The Case Against Reason

Reading between the lines.
June 7 2013 10:20 AM

The Case Against Reason

Curtis White argues that science isn’t the only way of looking at the world.

(Continued from Page 1)

“Oh! Art! We must save it!” she says.
“Really? Why?” I ask.
“Well! Because it’s so beautiful, of course!”
“Can you please stop talking with exclamation marks? You’re as bad as a Tea-bagger going on about the federal deficit.”
“Sorry! If not because it’s beautiful, then because our children ought to learn to be creative.”
“Because that’s nice, don’t you think? Are you trying to confuse me?”
If you have a bullshit detector, these “reasons” should set it off, even if you also think, “Oh, let her say what she likes, the moron, since it’s in my interest. ...” 

The readings are pretty high on the old bullshit detector here all right, but not for the reasons White wants to suggest. There are surely more effective ways to discredit a real set of assumptions than having an imagined moron coolly interrogated by an imagined Curtis White.

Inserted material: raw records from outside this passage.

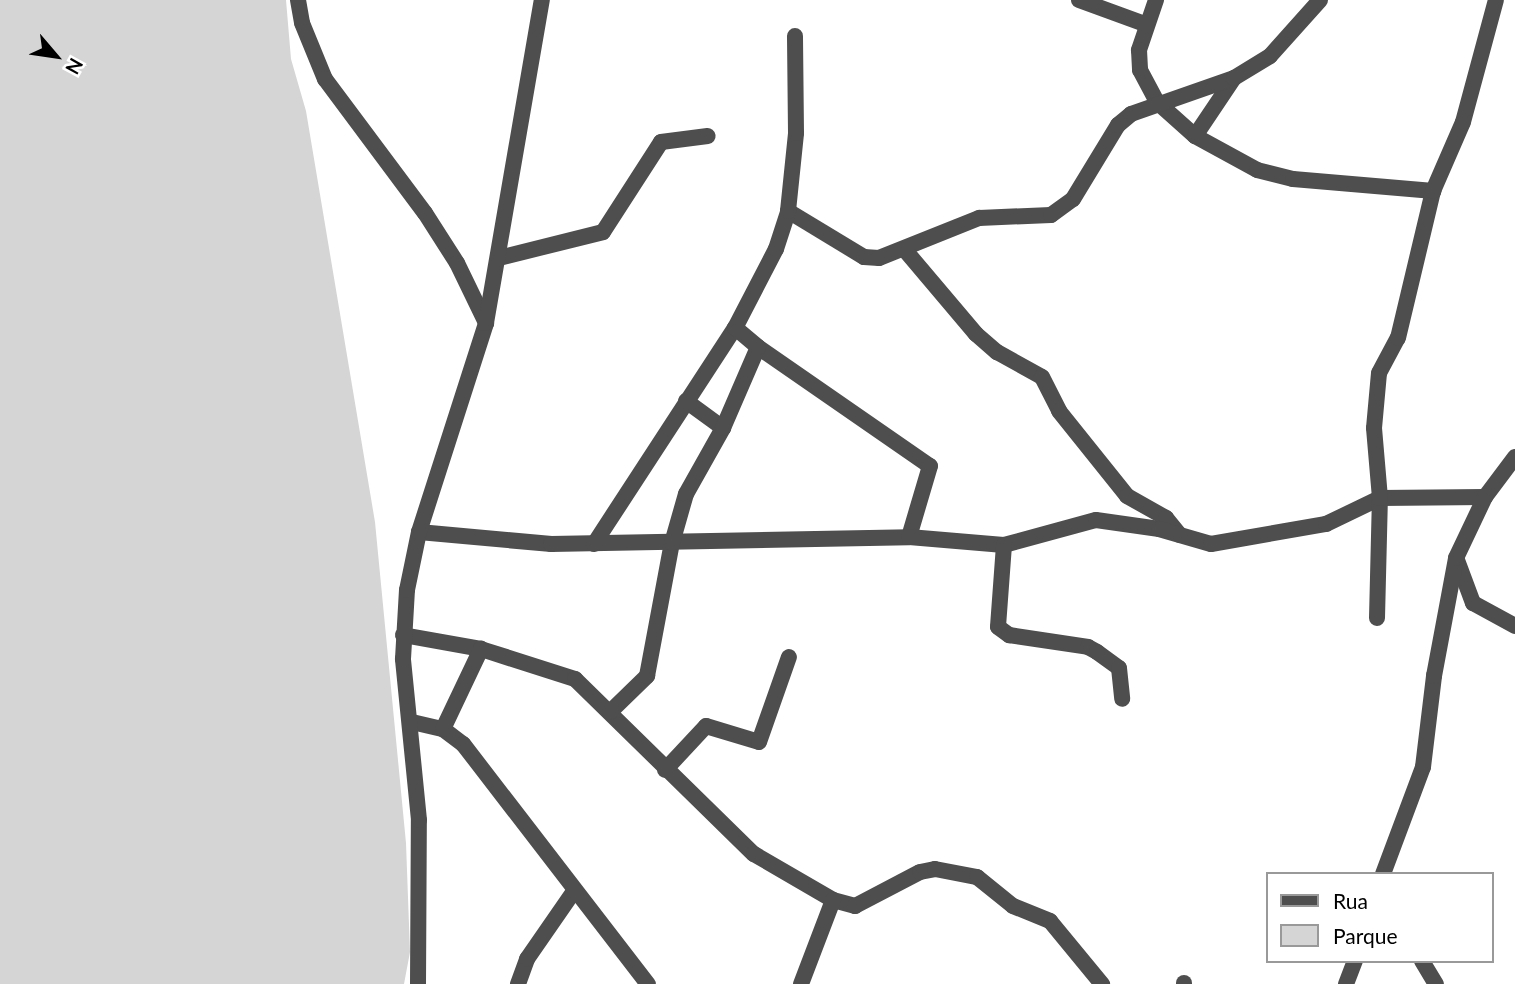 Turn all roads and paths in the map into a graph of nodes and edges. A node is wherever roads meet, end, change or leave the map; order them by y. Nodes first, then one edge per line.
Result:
1 (298, 0) edge
2 (542, 0) edge
3 (1079, 0) edge
4 (1156, 0) edge
5 (1320, 0) edge
6 (1496, 0) edge
7 (1145, 24) junction
8 (795, 36) dead end
9 (1234, 78) junction
10 (1157, 102) junction
11 (708, 136) dead end
12 (1195, 136) junction
13 (1433, 191) junction
14 (788, 211) junction
15 (905, 250) junction
16 (499, 258) junction
17 (486, 323) junction
18 (735, 328) junction
19 (758, 347) junction
20 (686, 401) junction
21 (723, 428) junction
22 (1515, 457) edge
23 (1485, 497) junction
24 (1380, 498) junction
25 (419, 532) junction
26 (1180, 534) junction
27 (909, 537) junction
28 (672, 543) junction
29 (594, 544) junction
30 (1004, 545) junction
31 (1456, 558) junction
32 (1377, 618) dead end
33 (1515, 626) edge
34 (403, 635) junction
35 (481, 649) junction
36 (789, 657) dead end
37 (1122, 699) dead end
38 (610, 712) junction
39 (412, 722) junction
40 (443, 730) junction
41 (665, 770) junction
42 (1384, 872) edge
43 (574, 891) junction
44 (833, 900) junction
45 (1354, 963) edge
46 (1423, 963) edge
47 (418, 984) edge
48 (518, 984) edge
49 (648, 984) edge
50 (801, 984) edge
51 (1102, 984) edge
52 (1346, 984) edge
53 (1436, 984) edge

1 - 17 street
2 - 16 street
3 - 7 street
4 - 7 street
5 - 9 street
6 - 13 street
7 - 10 street
8 - 14 street
9 - 10 street
9 - 12 street
10 - 12 street
10 - 15 street
11 - 16 street
12 - 13 street
13 - 24 street
14 - 15 street
14 - 18 street
15 - 26 street
16 - 17 street
17 - 25 street
18 - 19 street
18 - 20 street
19 - 21 street
19 - 27 street
20 - 21 street
20 - 29 street
21 - 28 street
22 - 23 street
23 - 24 street
23 - 31 street
24 - 26 street
24 - 32 street
25 - 29 street
25 - 34 street
26 - 30 street
27 - 28 street
27 - 30 street
28 - 29 street
28 - 38 street
30 - 37 street
31 - 33 street
31 - 42 street
34 - 35 street
34 - 39 street
35 - 38 street
35 - 40 street
36 - 41 street
38 - 41 street
39 - 40 street
39 - 47 street
40 - 43 street
41 - 44 street
43 - 48 street
43 - 49 street
44 - 50 street
44 - 51 street
45 - 52 street
46 - 53 street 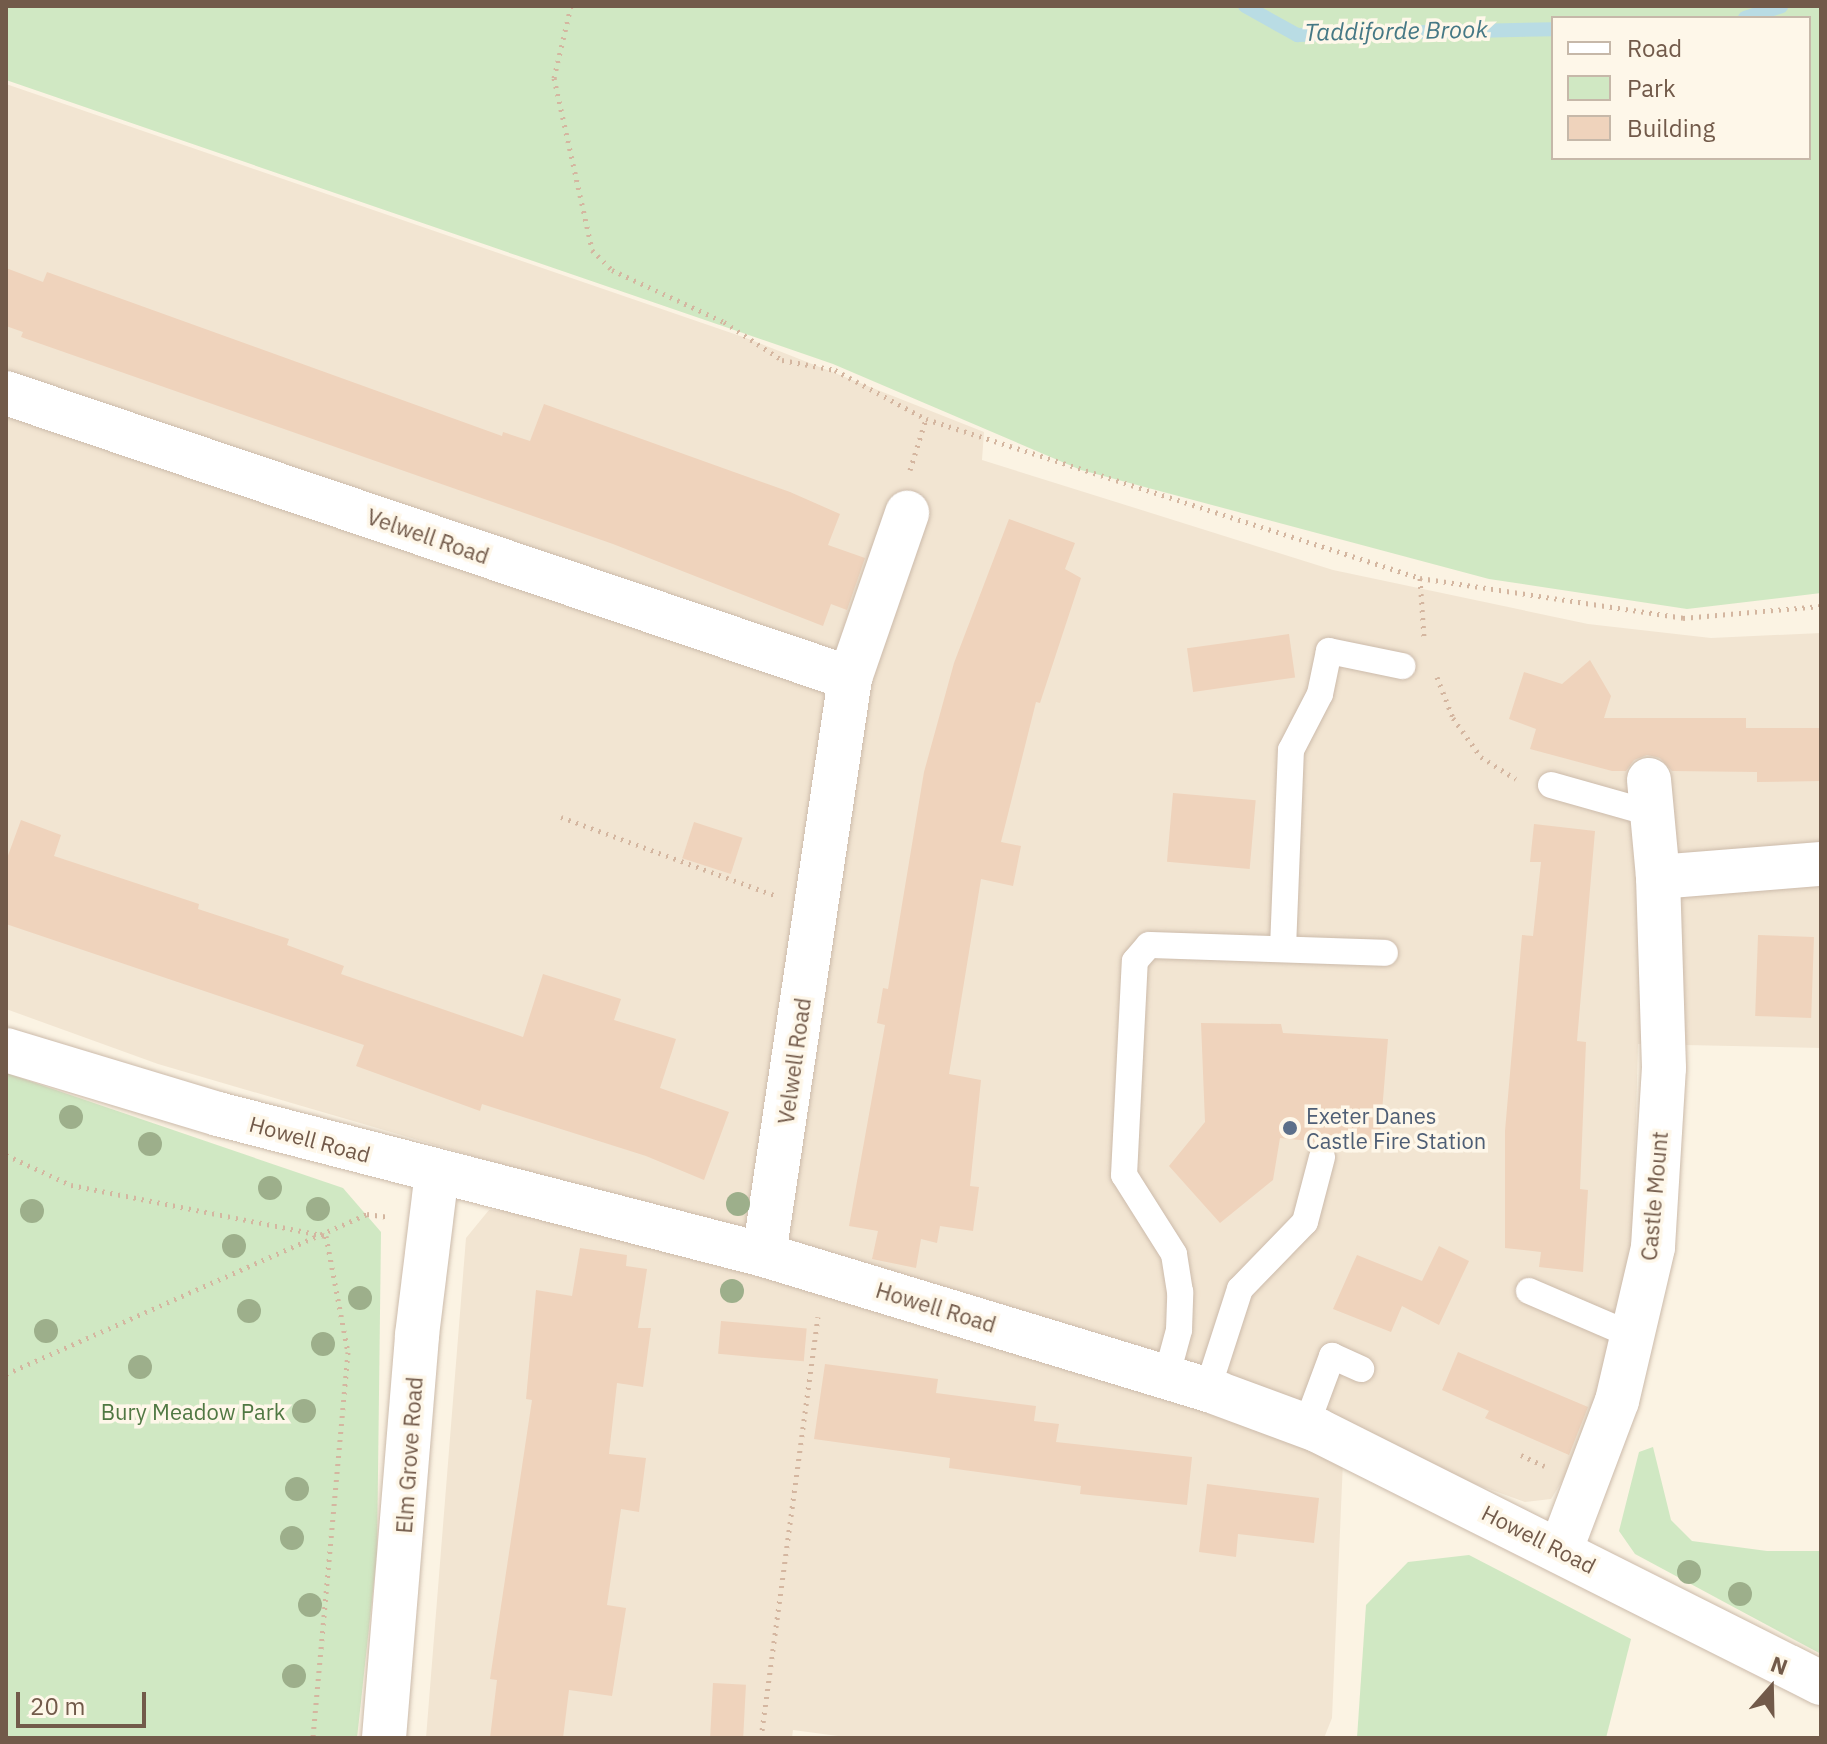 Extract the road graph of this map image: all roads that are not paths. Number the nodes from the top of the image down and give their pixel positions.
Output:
1 (6, 393) edge
2 (907, 513) road end
3 (1402, 666) dead end
4 (850, 678) junction
5 (1551, 785) dead end
6 (1650, 796) joint
7 (1821, 864) edge
8 (1658, 877) junction
9 (1283, 948) junction
10 (1385, 953) dead end
11 (6, 1050) edge
12 (1322, 1157) dead end
13 (437, 1173) junction
14 (764, 1255) junction
15 (1529, 1291) dead end
16 (1636, 1337) junction
17 (1361, 1369) dead end
18 (1166, 1378) junction
19 (1207, 1391) junction
20 (1306, 1426) junction
21 (1561, 1549) junction
22 (1821, 1683) edge
23 (384, 1738) edge

1 - 4 street, Velwell Road
2 - 4 street, Velwell Road
3 - 9 lane
4 - 14 street, Velwell Road
5 - 6 lane
6 - 8 street, Castle Mount
7 - 8 street
8 - 16 street, Castle Mount
9 - 10 lane
9 - 18 lane
11 - 13 street, Howell Road
12 - 19 lane
13 - 14 street, Howell Road
13 - 23 street, Elm Grove Road
14 - 18 street, Howell Road
15 - 16 lane
16 - 21 street, Castle Mount
17 - 20 lane
18 - 19 street, Howell Road
19 - 20 street, Howell Road
20 - 21 street, Howell Road
21 - 22 street, Howell Road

But he does this kind of thing again and again; the book is so filled with reductive imaginings of ideas that are already sufficiently weak in their actual form that the whole enterprise seems in danger of becoming a Million Straw Man March on the citadel of scientism.

Author Curtis White.
Author Curtis White.

Courtesy of Melville House

There’s certainly a very real need to march on that citadel, because the idea that there can be only one kind of truth has to be deeply damaging to the intellectual development of a culture. You don’t have to devalue empiricism to believe that there are kinds of understanding that can’t be accessed in a controlled, peer-reviewed experiment. The problem, obviously, isn’t science; it’s the arrogance with which many scientists, and popularizers of science, dismiss the value of other ways of thinking about questions of meaning, about the world and our place in it. Lehrer, say, wants us to believe that, because neurologists can demonstrate how Observable Phenomenon X was happening in Part Y of Bob Dylan’s brain when he wrote “Like a Rolling Stone,” science can therefore “explain” the human capacity for creativity or imagination. This is like saying that the song itself is best appreciated by putting it on your stereo and then mapping the sound waves it creates. It doesn’t really tell us anything useful, or usefully true. But this is the kind of truth in which scientism, and the culture that accommodates it, puts most stock.

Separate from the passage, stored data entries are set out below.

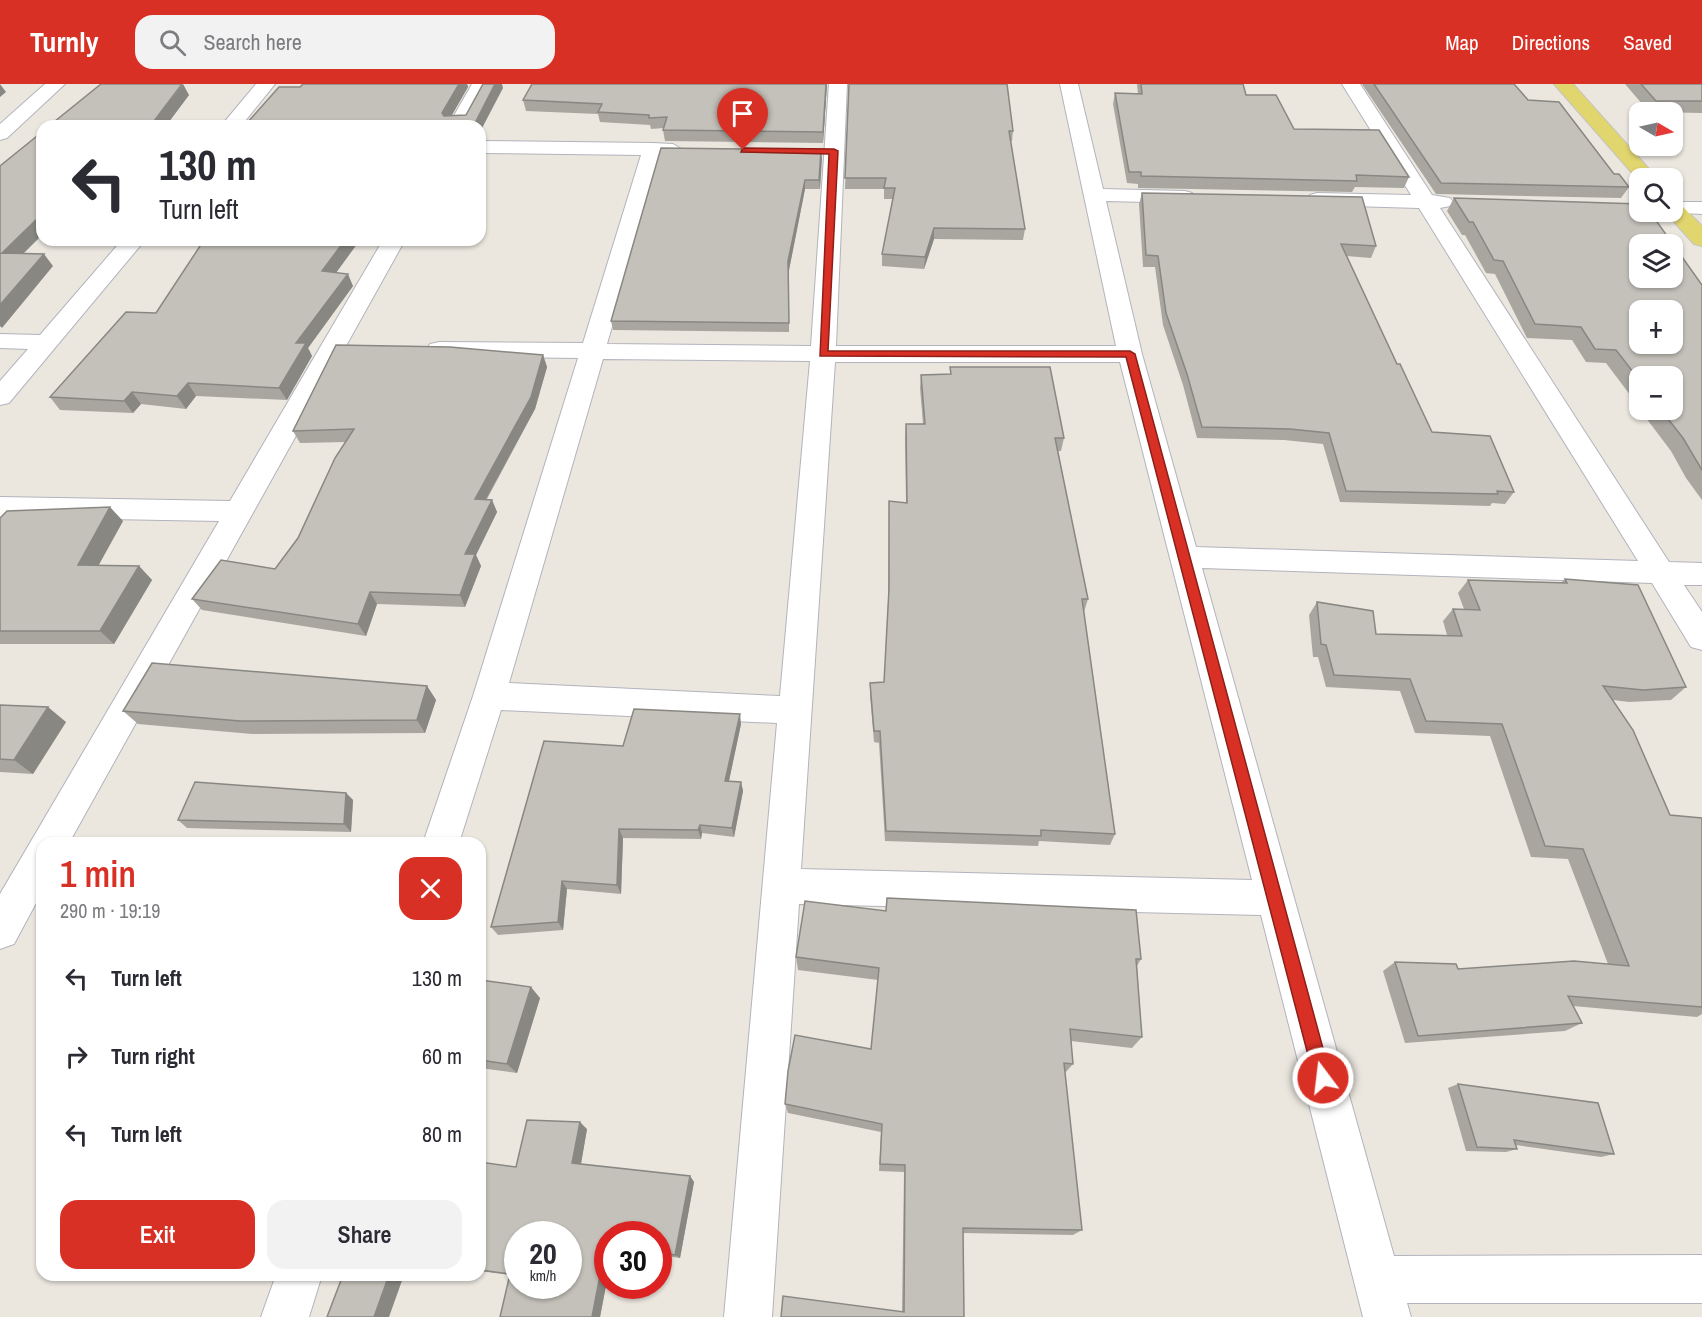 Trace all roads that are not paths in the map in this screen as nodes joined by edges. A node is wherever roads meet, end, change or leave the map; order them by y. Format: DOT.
graph roads {
  1 [pos="56,84"];
  2 [pos="266,84"];
  3 [pos="481,84"];
  4 [pos="838,84"];
  5 [pos="1070,84"];
  6 [pos="1352,84"];
  7 [pos="1563,84"];
  8 [pos="236,120"];
  9 [pos="461,120"];
  10 [pos="0,134"];
  11 [pos="486,147"];
  12 [pos="653,149"];
  13 [pos="687,150"];
  14 [pos="1638,168"];
  15 [pos="1094,195"];
  16 [pos="1200,197"];
  17 [pos="1294,199"];
  18 [pos="1424,201"];
  19 [pos="1460,202"];
  20 [pos="1683,207"];
  21 [pos="1702,208"];
  22 [pos="1683,218"];
  23 [pos="1702,239"];
  24 [pos="129,246"];
  25 [pos="391,246"];
  26 [pos="0,341"];
  27 [pos="48,342"];
  28 [pos="416,349"];
  29 [pos="594,352"];
  30 [pos="823,354"];
  31 [pos="1130,354"];
  32 [pos="0,397"];
  33 [pos="0,507"];
  34 [pos="240,511"];
  35 [pos="1184,557"];
  36 [pos="1663,573"];
  37 [pos="1702,574"];
  38 [pos="1702,638"];
  39 [pos="489,696"];
  40 [pos="795,710"];
  41 [pos="53,837"];
  42 [pos="443,837"];
  43 [pos="36,878"];
  44 [pos="783,886"];
  45 [pos="1274,898"];
  46 [pos="0,930"];
  47 [pos="1702,1279"];
  48 [pos="297,1281"];
  49 [pos="1382,1299"];
  50 [pos="285,1317"];
  51 [pos="748,1317"];
  1 -- 10 [label="street"];
  2 -- 8 [label="street"];
  3 -- 9 [label="street"];
  4 -- 30 [label="street"];
  5 -- 15 [label="street"];
  6 -- 18 [label="street"];
  7 -- 14 [label="main road"];
  11 -- 12 [label="street"];
  12 -- 13 [label="street"];
  12 -- 29 [label="street"];
  15 -- 16 [label="street"];
  15 -- 31 [label="street"];
  17 -- 18 [label="street"];
  18 -- 19 [label="street"];
  18 -- 36 [label="street"];
  20 -- 21 [label="street"];
  22 -- 23 [label="main road"];
  24 -- 27 [label="street"];
  25 -- 34 [label="street"];
  26 -- 27 [label="street"];
  27 -- 32 [label="street"];
  28 -- 29 [label="street"];
  29 -- 30 [label="street"];
  29 -- 39 [label="street"];
  30 -- 31 [label="street"];
  30 -- 40 [label="street"];
  31 -- 35 [label="street"];
  33 -- 34 [label="street"];
  34 -- 41 [label="street"];
  35 -- 36 [label="street"];
  35 -- 45 [label="street"];
  36 -- 37 [label="street"];
  36 -- 38 [label="street"];
  39 -- 40 [label="street"];
  39 -- 42 [label="street"];
  40 -- 44 [label="street"];
  43 -- 46 [label="street"];
  44 -- 45 [label="street"];
  44 -- 51 [label="street"];
  45 -- 49 [label="street"];
  47 -- 49 [label="street"];
  48 -- 50 [label="street"];
}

I’ve spent a good portion of my adult life in the academic study of English literature and, for me, there is no more painful—and painfully obvious—proof of the intellectual hegemony of science than how the disciplines of the humanities have been forced to adopt a language of empiricism in order to talk about their own value. If you want to do a Ph.D. on, say, the poetry of Elizabeth Bishop, you will need to be able to talk about what you’re doing as though it were a kind of science. What you’re doing is “research,” and that research has to be pursued through the use of some or other “methodology.” In order to get funding for that research, you’ll need to establish how it will advance the existing body of knowledge on Bishop’s poetry, and how it will “impact” upon the wider public sphere. The study of the humanities, in other words, very often has to present itself as a kind of minor subsidiary of science.

This is just one, fairly specific, form of the devaluation of the humanities in an efficiency economy. Scientism is essentially the belief, the faith, that all problems and questions are potentially soluble by empirical investigation (and that if they’re not, they’re somehow not real questions, not real problems). But there are large areas of human experience for which science has no convincing or compelling means of accounting. I am, I suppose, more or less an atheist, but when I read the Book of Genesis, I find that there is something profoundly true about the picture of human nature in those verses—a picture of our perversity and self-alienation that neuroscience, for instance, has no way of getting at or talking about. Schopenhauer, Freud, and Heidegger all give us comparable forms of truth—truths that aren’t verifiable or measurable in the same way as those of science, but that are no less valuable. The most important truths are often untranslatable into the language of fact.